- **TASK DETAILS**
Each entry needs to appear again, retyped exactly as it is below.

- **DATA RECORDS**
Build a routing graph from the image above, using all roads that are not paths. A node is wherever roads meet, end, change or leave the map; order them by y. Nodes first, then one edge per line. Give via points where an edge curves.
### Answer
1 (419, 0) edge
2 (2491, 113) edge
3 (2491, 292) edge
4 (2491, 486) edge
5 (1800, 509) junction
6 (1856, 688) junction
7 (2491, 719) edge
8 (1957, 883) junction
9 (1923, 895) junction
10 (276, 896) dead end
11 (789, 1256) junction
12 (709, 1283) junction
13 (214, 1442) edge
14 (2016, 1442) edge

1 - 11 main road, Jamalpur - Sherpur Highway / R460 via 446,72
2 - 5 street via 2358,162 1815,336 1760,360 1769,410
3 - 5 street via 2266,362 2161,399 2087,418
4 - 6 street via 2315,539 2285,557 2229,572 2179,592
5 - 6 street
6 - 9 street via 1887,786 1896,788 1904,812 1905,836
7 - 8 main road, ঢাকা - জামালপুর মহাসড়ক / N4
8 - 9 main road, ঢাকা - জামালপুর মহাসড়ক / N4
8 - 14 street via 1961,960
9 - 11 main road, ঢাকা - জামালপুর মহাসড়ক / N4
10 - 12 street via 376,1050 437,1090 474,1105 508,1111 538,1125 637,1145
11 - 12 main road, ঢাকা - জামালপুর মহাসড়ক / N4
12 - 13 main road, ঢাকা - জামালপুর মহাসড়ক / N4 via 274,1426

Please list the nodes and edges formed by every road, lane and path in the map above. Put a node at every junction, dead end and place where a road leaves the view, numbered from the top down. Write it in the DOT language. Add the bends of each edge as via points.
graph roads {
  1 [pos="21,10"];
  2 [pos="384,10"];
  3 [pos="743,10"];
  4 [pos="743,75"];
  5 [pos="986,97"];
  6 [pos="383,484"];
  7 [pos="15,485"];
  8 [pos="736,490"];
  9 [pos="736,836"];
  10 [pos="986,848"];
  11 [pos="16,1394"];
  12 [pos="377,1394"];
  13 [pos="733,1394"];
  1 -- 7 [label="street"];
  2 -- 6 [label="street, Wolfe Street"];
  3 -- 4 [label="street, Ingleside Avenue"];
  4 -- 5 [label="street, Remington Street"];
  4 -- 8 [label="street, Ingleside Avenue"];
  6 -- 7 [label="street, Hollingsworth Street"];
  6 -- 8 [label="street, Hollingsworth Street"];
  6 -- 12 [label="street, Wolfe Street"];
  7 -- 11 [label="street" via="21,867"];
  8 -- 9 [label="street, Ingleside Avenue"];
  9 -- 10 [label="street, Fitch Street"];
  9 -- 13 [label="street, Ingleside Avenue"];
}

- **OUTPUT**
Build a routing graph from the image above, using all roads that are not paths. A node is wherever roads meet, end, change or leave the map; order them by y. Nodes first, then one edge per line. Give via points where an edge curves.
### Answer
1 (419, 0) edge
2 (2491, 113) edge
3 (2491, 292) edge
4 (2491, 486) edge
5 (1800, 509) junction
6 (1856, 688) junction
7 (2491, 719) edge
8 (1957, 883) junction
9 (1923, 895) junction
10 (276, 896) dead end
11 (789, 1256) junction
12 (709, 1283) junction
13 (214, 1442) edge
14 (2016, 1442) edge

1 - 11 main road, Jamalpur - Sherpur Highway / R460 via 446,72
2 - 5 street via 2358,162 1815,336 1760,360 1769,410
3 - 5 street via 2266,362 2161,399 2087,418
4 - 6 street via 2315,539 2285,557 2229,572 2179,592
5 - 6 street
6 - 9 street via 1887,786 1896,788 1904,812 1905,836
7 - 8 main road, ঢাকা - জামালপুর মহাসড়ক / N4
8 - 9 main road, ঢাকা - জামালপুর মহাসড়ক / N4
8 - 14 street via 1961,960
9 - 11 main road, ঢাকা - জামালপুর মহাসড়ক / N4
10 - 12 street via 376,1050 437,1090 474,1105 508,1111 538,1125 637,1145
11 - 12 main road, ঢাকা - জামালপুর মহাসড়ক / N4
12 - 13 main road, ঢাকা - জামালপুর মহাসড়ক / N4 via 274,1426

Please list the nodes and edges formed by every road, lane and path in the map above. Put a node at every junction, dead end and place where a road leaves the view, numbered from the top down. Write it in the DOT language. Add the bends of each edge as via points.
graph roads {
  1 [pos="21,10"];
  2 [pos="384,10"];
  3 [pos="743,10"];
  4 [pos="743,75"];
  5 [pos="986,97"];
  6 [pos="383,484"];
  7 [pos="15,485"];
  8 [pos="736,490"];
  9 [pos="736,836"];
  10 [pos="986,848"];
  11 [pos="16,1394"];
  12 [pos="377,1394"];
  13 [pos="733,1394"];
  1 -- 7 [label="street"];
  2 -- 6 [label="street, Wolfe Street"];
  3 -- 4 [label="street, Ingleside Avenue"];
  4 -- 5 [label="street, Remington Street"];
  4 -- 8 [label="street, Ingleside Avenue"];
  6 -- 7 [label="street, Hollingsworth Street"];
  6 -- 8 [label="street, Hollingsworth Street"];
  6 -- 12 [label="street, Wolfe Street"];
  7 -- 11 [label="street" via="21,867"];
  8 -- 9 [label="street, Ingleside Avenue"];
  9 -- 10 [label="street, Fitch Street"];
  9 -- 13 [label="street, Ingleside Avenue"];
}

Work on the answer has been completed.